WORK ORDER
Check the material that follows for the word "where" and say how many lines contain it, with no other words.

DATA SUPPLIED

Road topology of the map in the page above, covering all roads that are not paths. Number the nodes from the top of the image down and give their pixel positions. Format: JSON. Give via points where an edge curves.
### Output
* * *
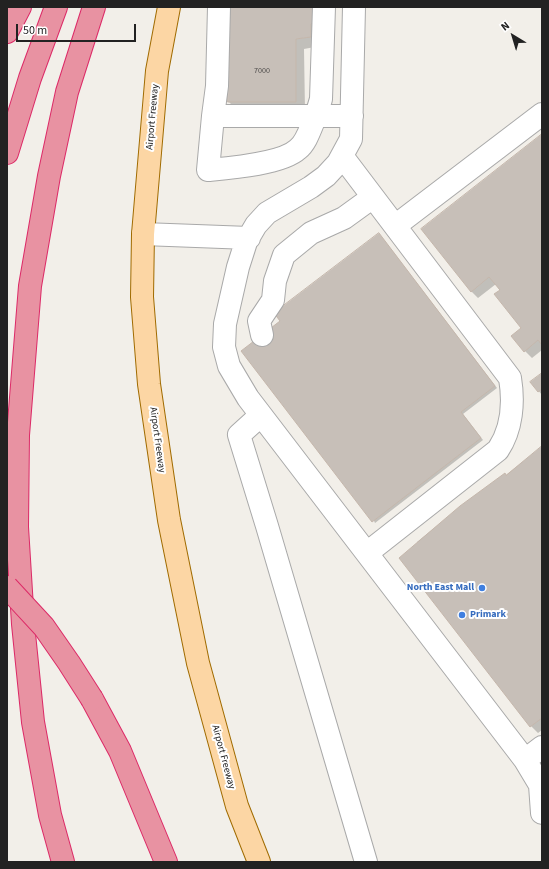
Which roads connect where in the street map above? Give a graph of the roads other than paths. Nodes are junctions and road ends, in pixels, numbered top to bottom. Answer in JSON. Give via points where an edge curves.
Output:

ANSWER FOR THIS EXERCISE
2